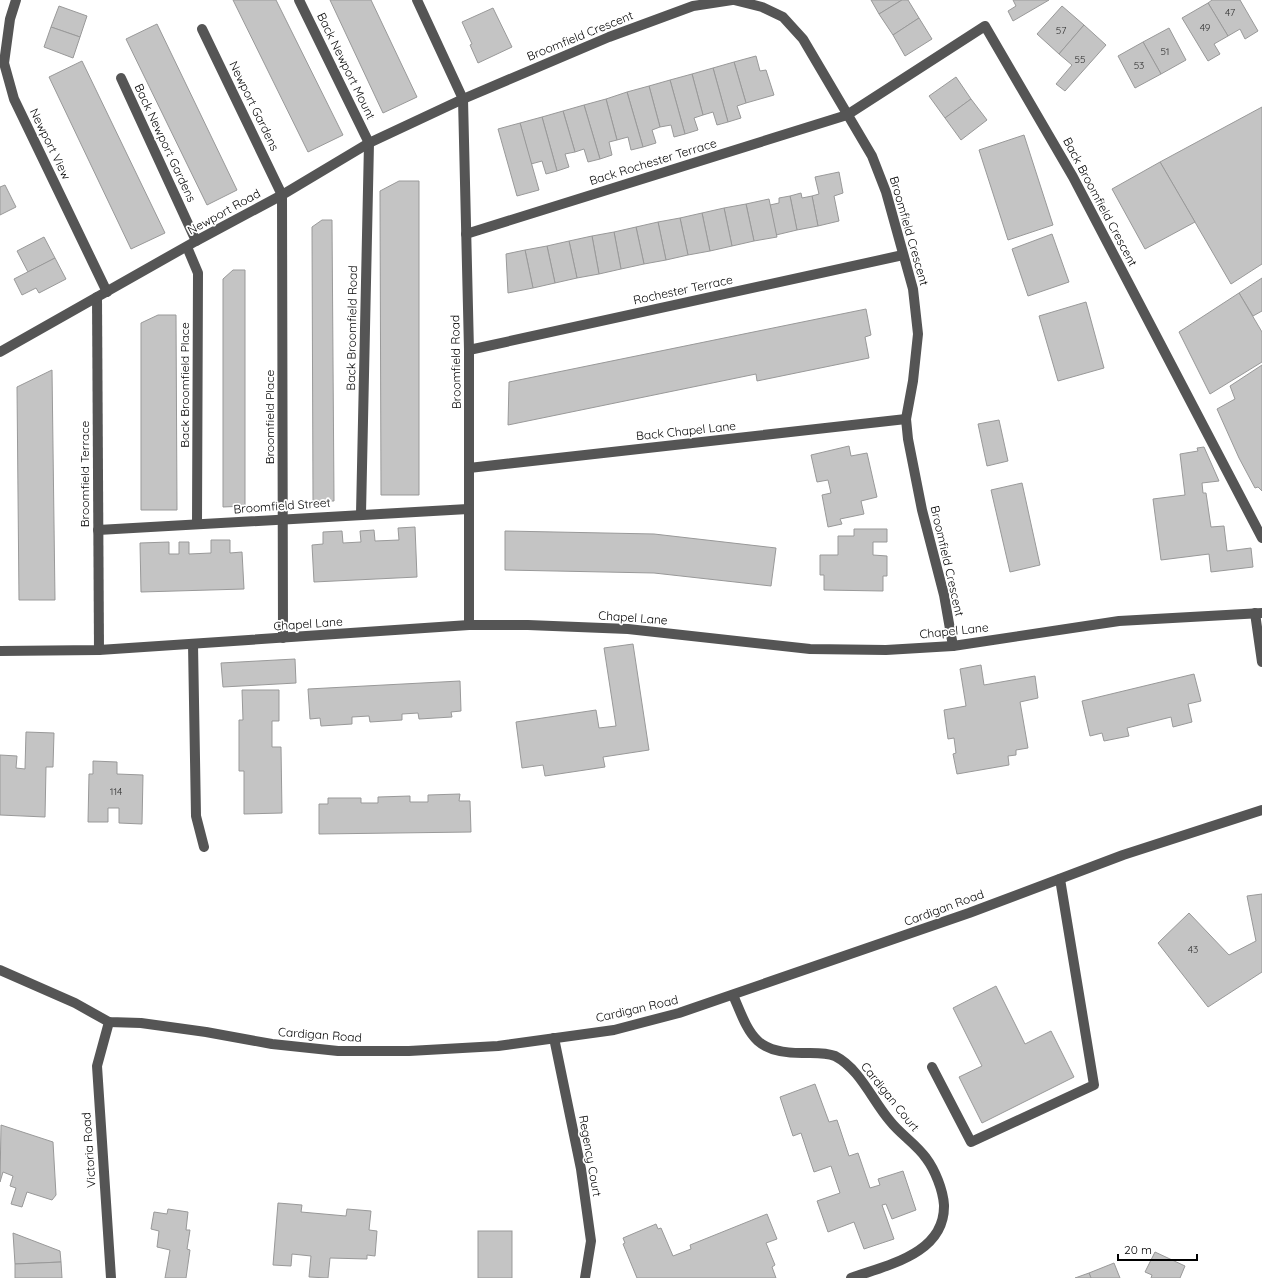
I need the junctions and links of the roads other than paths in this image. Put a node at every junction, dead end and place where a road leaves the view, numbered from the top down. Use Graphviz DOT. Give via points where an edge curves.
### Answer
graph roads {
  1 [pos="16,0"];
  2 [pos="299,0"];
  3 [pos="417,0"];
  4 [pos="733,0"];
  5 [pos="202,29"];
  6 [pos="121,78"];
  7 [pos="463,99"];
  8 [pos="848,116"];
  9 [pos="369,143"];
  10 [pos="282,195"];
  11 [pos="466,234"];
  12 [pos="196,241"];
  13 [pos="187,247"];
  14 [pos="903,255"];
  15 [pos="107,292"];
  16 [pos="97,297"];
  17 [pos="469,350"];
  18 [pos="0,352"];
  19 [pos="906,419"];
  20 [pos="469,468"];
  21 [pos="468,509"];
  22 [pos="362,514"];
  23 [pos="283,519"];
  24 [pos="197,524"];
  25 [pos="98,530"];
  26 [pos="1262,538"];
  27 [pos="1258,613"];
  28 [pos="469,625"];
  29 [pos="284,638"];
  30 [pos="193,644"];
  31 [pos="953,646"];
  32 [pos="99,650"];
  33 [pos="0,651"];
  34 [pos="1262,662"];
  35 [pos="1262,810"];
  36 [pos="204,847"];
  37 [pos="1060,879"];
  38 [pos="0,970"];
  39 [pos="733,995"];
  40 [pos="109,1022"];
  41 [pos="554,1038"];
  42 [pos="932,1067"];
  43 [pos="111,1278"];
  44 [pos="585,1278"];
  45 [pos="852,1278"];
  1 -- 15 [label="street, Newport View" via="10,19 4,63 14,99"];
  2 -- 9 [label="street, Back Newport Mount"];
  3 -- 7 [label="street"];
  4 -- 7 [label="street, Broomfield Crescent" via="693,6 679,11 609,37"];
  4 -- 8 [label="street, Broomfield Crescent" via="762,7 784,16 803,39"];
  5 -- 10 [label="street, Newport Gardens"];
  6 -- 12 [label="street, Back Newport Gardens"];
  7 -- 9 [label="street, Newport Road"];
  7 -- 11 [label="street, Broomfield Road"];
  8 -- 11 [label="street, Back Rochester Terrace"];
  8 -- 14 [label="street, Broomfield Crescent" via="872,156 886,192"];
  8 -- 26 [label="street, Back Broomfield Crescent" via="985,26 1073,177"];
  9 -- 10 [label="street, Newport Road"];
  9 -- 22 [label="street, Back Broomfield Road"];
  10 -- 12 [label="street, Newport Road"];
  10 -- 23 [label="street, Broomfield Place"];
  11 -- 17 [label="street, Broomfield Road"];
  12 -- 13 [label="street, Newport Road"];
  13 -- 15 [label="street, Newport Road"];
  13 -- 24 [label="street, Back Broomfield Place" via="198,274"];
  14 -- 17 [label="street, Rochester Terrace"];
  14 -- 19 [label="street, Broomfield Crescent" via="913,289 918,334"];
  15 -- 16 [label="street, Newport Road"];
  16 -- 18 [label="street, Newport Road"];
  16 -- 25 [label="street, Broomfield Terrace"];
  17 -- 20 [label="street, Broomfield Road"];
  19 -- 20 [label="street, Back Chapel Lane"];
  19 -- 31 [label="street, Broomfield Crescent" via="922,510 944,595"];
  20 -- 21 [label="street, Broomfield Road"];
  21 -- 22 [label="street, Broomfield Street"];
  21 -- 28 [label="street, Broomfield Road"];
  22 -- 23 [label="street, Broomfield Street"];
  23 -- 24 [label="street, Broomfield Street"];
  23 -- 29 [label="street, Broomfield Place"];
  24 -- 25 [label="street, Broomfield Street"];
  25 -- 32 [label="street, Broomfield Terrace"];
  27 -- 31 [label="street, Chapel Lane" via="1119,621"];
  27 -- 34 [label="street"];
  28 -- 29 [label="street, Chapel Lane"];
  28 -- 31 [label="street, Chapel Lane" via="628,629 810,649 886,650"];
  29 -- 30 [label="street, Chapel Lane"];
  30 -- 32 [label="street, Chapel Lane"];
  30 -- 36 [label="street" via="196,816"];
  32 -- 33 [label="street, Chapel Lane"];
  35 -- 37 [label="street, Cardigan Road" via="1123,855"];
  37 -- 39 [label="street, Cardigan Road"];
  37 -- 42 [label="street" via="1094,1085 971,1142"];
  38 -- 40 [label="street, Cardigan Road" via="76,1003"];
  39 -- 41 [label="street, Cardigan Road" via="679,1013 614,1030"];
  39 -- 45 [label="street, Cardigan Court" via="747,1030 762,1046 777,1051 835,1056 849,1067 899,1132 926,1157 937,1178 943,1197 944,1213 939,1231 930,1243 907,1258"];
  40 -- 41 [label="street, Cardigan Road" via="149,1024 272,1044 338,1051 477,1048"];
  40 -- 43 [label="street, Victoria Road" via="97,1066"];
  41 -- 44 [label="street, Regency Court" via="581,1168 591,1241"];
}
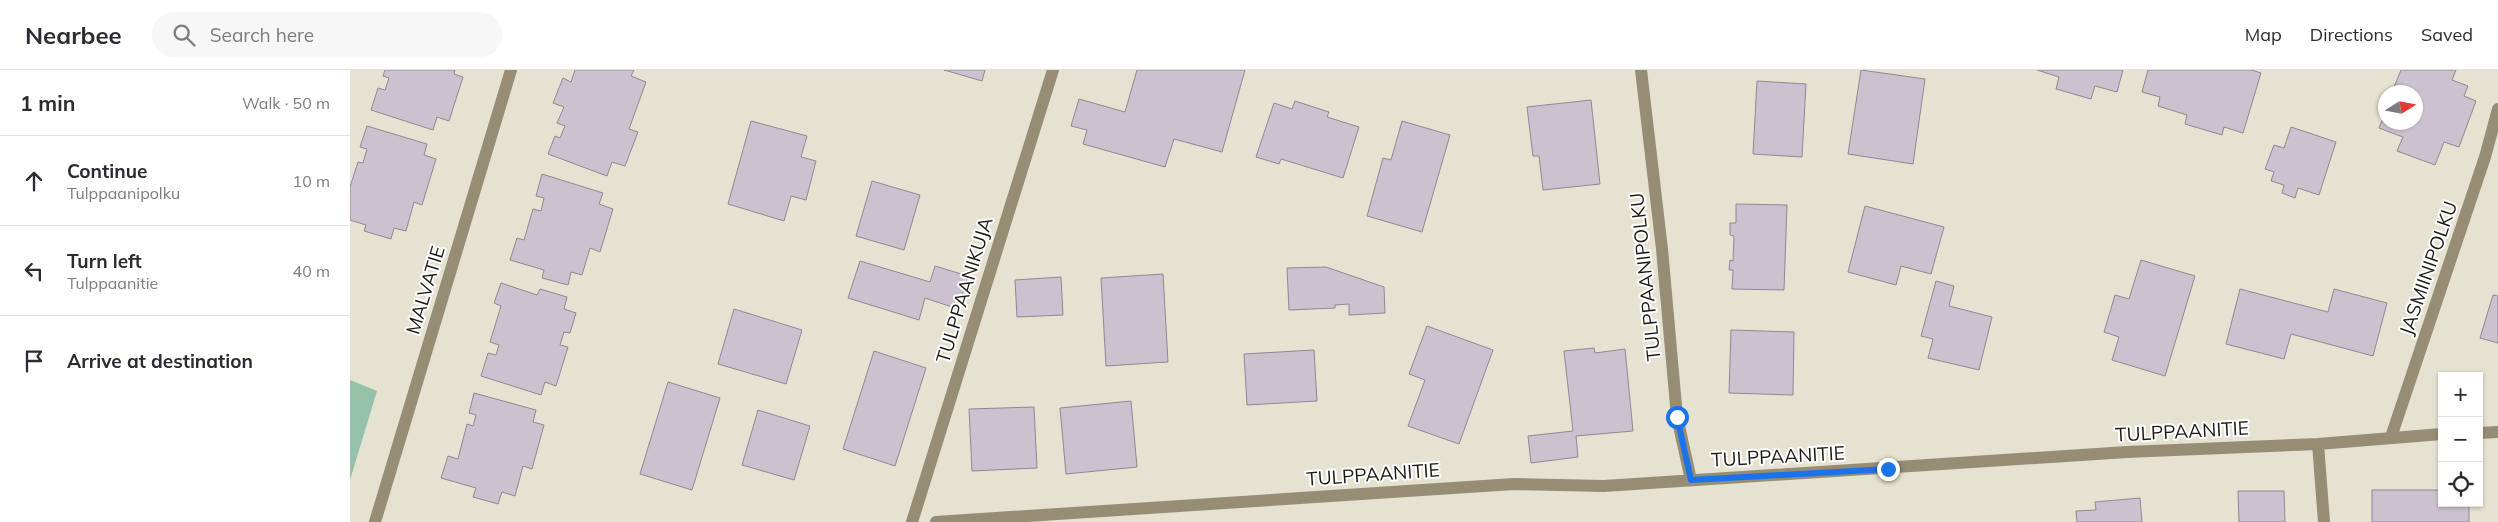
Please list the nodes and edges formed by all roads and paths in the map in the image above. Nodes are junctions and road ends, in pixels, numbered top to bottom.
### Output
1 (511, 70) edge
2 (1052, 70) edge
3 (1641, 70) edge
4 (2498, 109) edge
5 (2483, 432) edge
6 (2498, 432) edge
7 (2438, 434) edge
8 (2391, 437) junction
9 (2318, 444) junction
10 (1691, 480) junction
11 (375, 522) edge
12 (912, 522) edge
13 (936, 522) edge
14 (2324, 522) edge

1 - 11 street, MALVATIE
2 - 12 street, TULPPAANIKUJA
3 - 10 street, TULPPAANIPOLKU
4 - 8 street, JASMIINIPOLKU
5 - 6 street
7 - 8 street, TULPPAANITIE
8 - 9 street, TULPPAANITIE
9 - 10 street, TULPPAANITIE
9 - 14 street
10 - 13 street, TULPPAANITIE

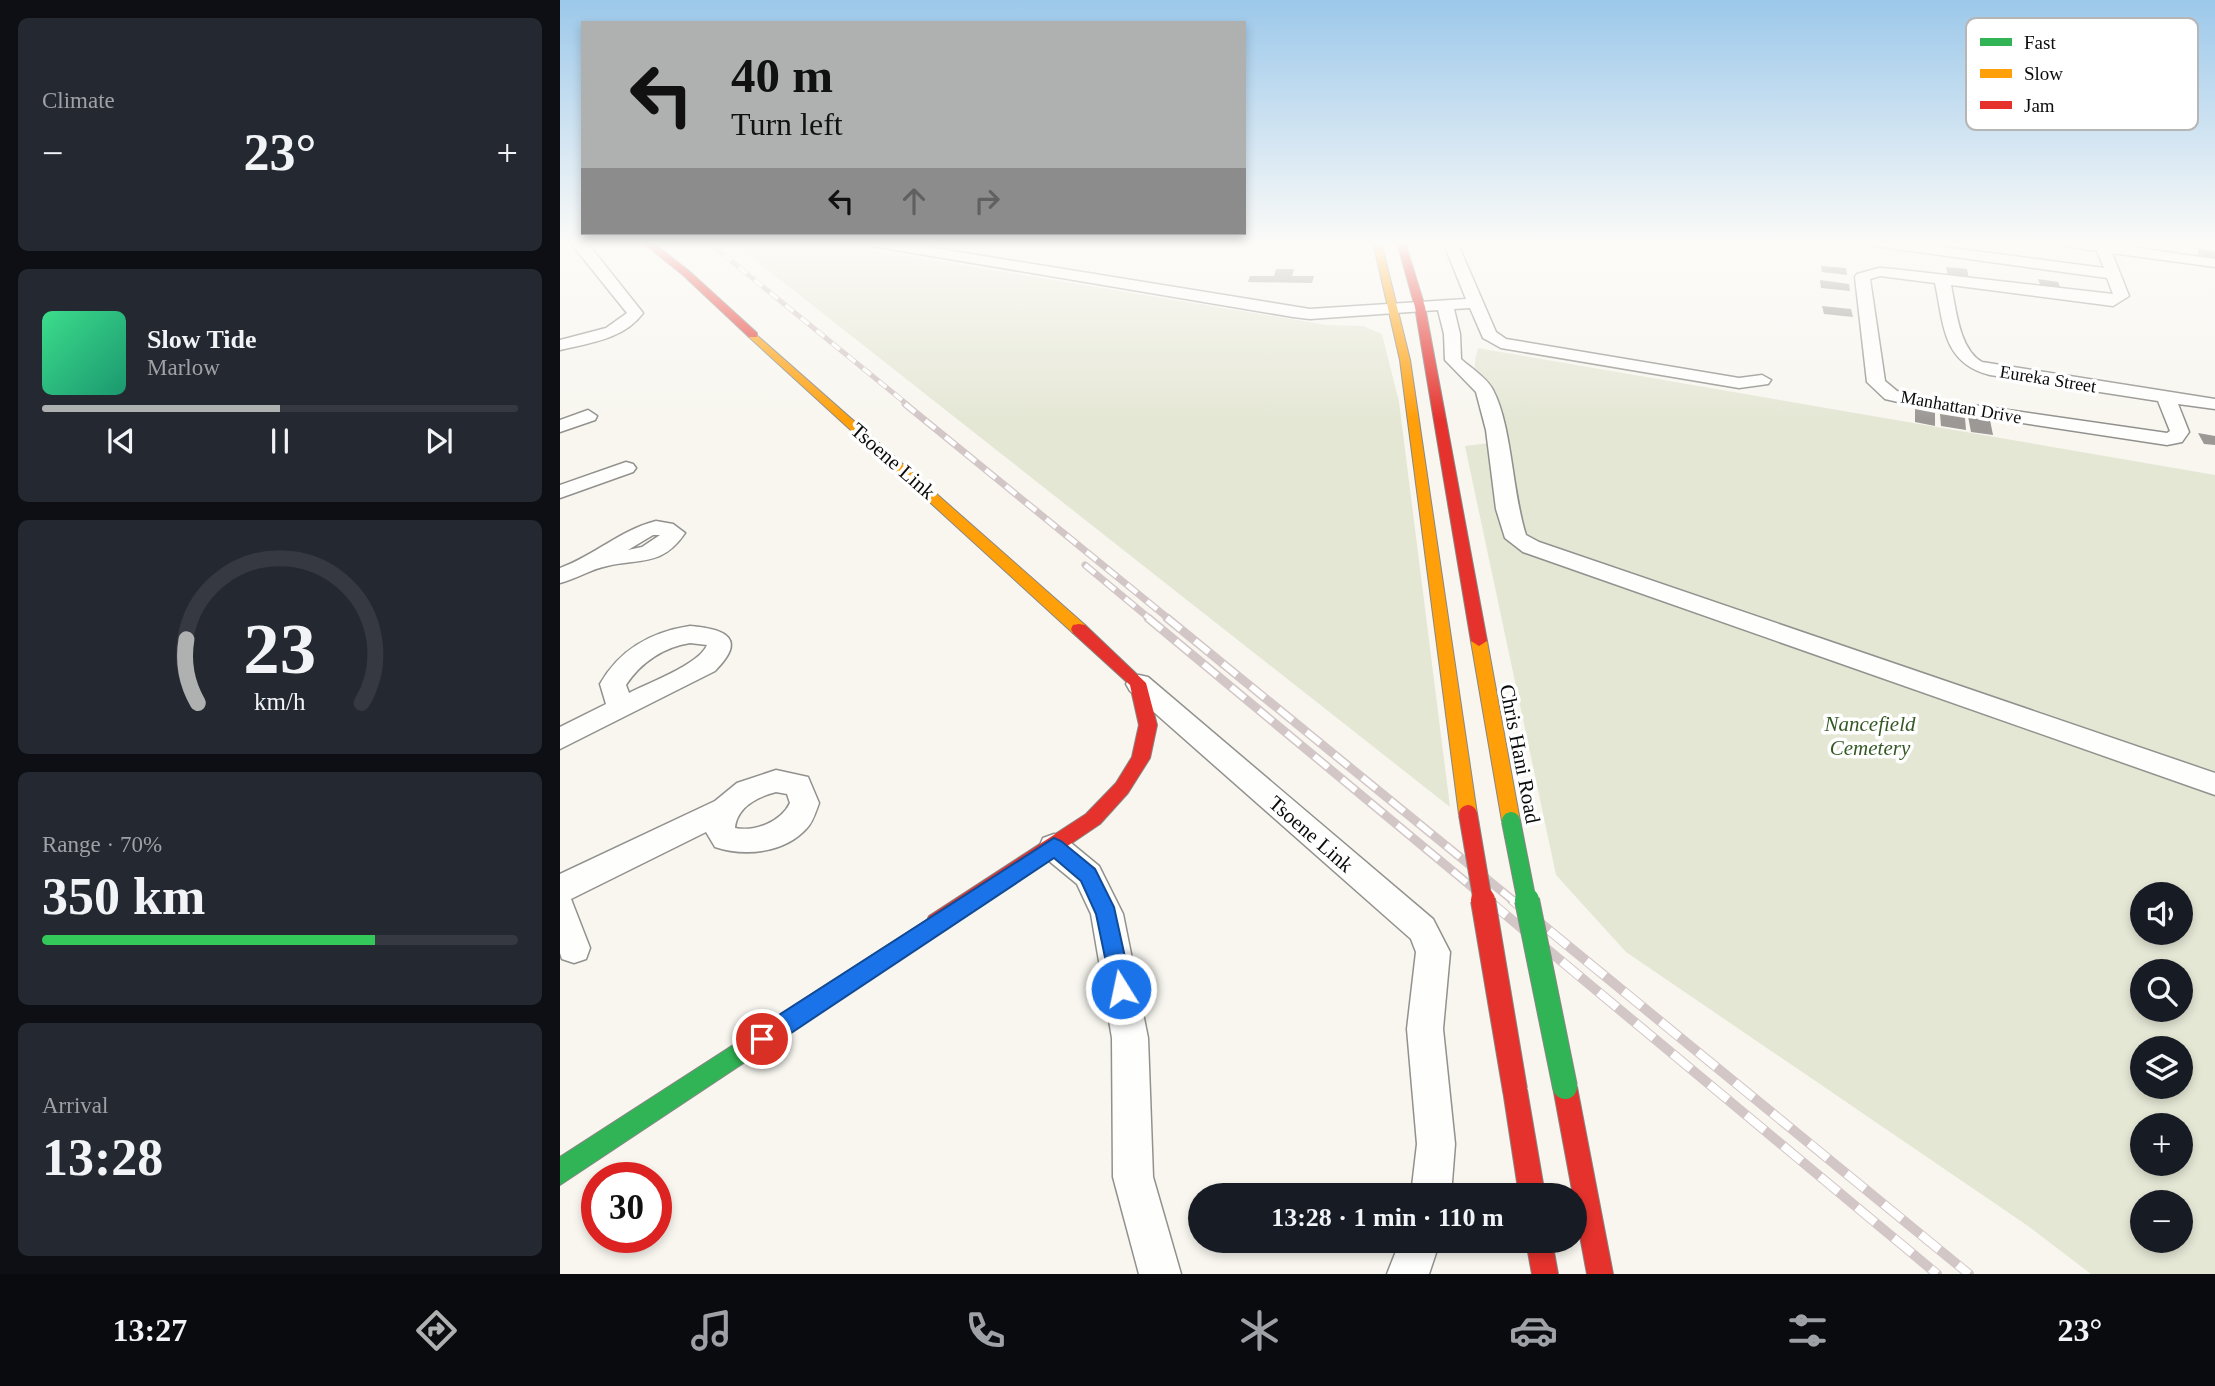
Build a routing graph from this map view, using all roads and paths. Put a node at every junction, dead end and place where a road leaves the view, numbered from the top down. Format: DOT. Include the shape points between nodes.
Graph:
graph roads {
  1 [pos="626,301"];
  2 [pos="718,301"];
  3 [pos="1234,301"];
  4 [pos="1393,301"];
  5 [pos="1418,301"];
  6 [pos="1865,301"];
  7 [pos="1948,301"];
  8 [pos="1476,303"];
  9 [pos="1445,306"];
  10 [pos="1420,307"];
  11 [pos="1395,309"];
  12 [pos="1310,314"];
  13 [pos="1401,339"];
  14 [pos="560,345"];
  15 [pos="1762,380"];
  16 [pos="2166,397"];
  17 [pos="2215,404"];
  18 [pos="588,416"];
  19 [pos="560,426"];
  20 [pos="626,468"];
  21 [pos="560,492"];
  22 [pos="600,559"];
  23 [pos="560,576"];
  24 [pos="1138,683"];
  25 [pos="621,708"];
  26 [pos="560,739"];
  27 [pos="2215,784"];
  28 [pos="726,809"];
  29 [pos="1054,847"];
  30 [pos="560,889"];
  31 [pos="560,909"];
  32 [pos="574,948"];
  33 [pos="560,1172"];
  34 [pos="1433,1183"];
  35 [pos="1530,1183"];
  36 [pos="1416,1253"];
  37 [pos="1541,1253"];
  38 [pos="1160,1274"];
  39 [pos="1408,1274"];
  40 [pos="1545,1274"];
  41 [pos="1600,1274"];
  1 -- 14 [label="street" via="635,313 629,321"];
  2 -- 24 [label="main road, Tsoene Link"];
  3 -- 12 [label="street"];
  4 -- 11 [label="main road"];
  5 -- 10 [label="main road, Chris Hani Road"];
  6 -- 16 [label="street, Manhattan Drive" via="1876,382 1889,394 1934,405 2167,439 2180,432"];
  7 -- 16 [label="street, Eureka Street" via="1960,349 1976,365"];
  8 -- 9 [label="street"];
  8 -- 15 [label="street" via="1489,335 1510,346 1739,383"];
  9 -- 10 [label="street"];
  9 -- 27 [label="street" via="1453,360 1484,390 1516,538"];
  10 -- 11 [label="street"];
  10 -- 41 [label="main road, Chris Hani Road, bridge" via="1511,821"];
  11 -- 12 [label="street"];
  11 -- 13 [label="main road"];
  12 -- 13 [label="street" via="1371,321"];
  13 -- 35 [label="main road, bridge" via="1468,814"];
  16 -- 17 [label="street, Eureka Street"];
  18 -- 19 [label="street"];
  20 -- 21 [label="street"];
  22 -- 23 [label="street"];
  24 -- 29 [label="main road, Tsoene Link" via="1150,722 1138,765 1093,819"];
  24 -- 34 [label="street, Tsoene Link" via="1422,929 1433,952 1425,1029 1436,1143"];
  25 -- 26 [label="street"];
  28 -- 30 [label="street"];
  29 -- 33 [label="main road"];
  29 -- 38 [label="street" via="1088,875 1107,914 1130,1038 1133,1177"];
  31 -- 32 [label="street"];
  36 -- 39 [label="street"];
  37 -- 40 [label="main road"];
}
#####
— EXERCISE INSTRUCTIONS —
Copy out each line carrying the string "bridge" from the data.

— RESULT FOR THIS EXERCISE —
  10 -- 41 [label="main road, Chris Hani Road, bridge" via="1511,821"];
  13 -- 35 [label="main road, bridge" via="1468,814"];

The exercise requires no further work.